A fully humanized STEM higher education centers on teaching students, not disciplines, in a way that recognizes and values the complexity and humanity of our students. We argue that first and foremost, this requires an educational environment that honors students for the multiple forms of cultural wealth, including social, linguistic, and familial capital (Yosso, 2005) they bring to their education. Our emphasis on cultural wealth is particularly salient because students from minoritized backgrounds, who possess an “array of cultural knowledge, skills, abilities, and contacts” (Yosso, 2005, p. 69), suffer the greatest negative impacts of the historically racist and gendered cultures and climates within STEM. Humanizing undergraduate STEM education in ways that foreground the lived experiences of all minoritized students is essential for all students and their communities to thrive.

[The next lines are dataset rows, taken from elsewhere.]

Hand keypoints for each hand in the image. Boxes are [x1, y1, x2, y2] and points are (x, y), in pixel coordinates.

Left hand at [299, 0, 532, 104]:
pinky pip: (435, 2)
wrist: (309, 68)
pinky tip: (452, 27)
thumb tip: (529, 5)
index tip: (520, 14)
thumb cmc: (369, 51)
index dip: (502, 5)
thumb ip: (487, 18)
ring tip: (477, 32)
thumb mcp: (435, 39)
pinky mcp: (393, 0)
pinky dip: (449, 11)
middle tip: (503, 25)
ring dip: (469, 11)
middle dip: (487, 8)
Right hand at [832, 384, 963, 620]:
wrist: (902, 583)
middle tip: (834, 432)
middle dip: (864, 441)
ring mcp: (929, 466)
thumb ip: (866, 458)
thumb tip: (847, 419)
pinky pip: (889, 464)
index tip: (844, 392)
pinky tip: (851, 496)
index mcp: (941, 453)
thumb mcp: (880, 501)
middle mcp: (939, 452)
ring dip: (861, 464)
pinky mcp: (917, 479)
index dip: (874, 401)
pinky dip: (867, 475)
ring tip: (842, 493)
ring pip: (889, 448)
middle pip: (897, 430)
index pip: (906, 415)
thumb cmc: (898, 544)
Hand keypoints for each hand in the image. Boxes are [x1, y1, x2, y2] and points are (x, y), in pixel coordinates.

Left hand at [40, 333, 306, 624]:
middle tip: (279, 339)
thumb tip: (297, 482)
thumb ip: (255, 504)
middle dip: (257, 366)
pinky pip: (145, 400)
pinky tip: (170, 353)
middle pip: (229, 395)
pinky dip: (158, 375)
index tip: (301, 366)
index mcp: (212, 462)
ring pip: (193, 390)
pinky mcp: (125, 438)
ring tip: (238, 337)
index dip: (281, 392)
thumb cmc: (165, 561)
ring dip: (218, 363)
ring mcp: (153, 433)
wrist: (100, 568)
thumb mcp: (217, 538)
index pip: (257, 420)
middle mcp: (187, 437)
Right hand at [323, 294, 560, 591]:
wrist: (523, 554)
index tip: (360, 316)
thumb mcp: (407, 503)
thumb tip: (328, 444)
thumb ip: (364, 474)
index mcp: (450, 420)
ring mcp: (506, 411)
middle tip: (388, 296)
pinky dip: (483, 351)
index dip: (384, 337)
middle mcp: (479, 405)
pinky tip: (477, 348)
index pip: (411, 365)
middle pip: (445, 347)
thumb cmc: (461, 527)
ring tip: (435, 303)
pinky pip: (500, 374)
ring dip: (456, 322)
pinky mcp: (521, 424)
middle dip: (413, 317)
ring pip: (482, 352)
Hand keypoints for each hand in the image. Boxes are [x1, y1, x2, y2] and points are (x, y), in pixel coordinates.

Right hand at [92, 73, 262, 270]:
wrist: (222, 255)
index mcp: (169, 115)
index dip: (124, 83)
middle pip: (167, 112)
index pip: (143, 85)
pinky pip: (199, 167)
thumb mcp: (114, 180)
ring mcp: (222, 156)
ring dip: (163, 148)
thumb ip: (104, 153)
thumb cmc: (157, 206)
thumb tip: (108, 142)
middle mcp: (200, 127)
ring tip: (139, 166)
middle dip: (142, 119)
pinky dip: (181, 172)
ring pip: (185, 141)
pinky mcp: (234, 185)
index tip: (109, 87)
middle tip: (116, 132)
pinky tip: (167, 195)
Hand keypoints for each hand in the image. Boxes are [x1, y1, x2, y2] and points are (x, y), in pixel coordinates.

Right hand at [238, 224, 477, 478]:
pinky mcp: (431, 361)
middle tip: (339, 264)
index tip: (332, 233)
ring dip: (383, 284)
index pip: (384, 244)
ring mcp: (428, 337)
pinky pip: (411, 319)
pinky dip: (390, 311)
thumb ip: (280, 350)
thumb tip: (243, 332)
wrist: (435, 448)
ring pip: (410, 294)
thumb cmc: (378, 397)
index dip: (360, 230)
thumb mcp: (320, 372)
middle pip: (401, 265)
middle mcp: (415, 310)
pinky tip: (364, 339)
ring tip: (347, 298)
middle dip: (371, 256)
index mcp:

Ultimately, a STEM education culture that embraces students’ humanity is one that centers equity and creates a learning environment that supports the mental, emotional, physical, and academic well-being of all students. We argue that well-being is not only a critical factor in students’ academic success (National Academies of Sciences, Engineering, and Medicine, 2021) but it is an important outcome of higher education itself (Finley, 2016). In light of the vexing and multiplying challenges discussed at the outset of this article, the immediate and intentional focus on humanizing undergraduate STEM education is a national imperative that can no longer be ignored or left un-operationalized. To that end, we call for postsecondary educators in U.S. higher education, and all those with vested interests in the viability of the nation’s global competitiveness in science and engineering, to enact systemic- and individual-behavior-level changes to advance a humanizing approach to undergraduate STEM education, specifically one that puts student overall well-being at the center of the STEM academic enterprise. Such an approach requires a keen awareness of and appreciation for our roles in teaching students, not just disciplines; honors students’ humanity, ideologies, and ways of knowing; and gives students experiences that nurture and promote human well-being and flourishing alongside knowledge acquisition and skill development.
Theoretical framework
Our guiding framework for humanizing undergraduate STEM culture is inspired by an ecological model of human development that is grounded in the psychological and educational research literature (Bioecological Systems Theory; Bronfenbrenner and Ceci, 1994; Bronfenbrenner and Morris, 2006). We use this framework to envision the ecology of undergraduate STEM education. In it, students are centered as the primary focus, and other system levels represent multiple aspects of undergraduate STEM teaching and learning (e.g., faculty, advisors, associations, etc.). This guiding framework enables us to conceptualize and articulate the roles that all stakeholders in the educational ecosystem can play in promoting undergraduate STEM student learning, persistence, and well-being.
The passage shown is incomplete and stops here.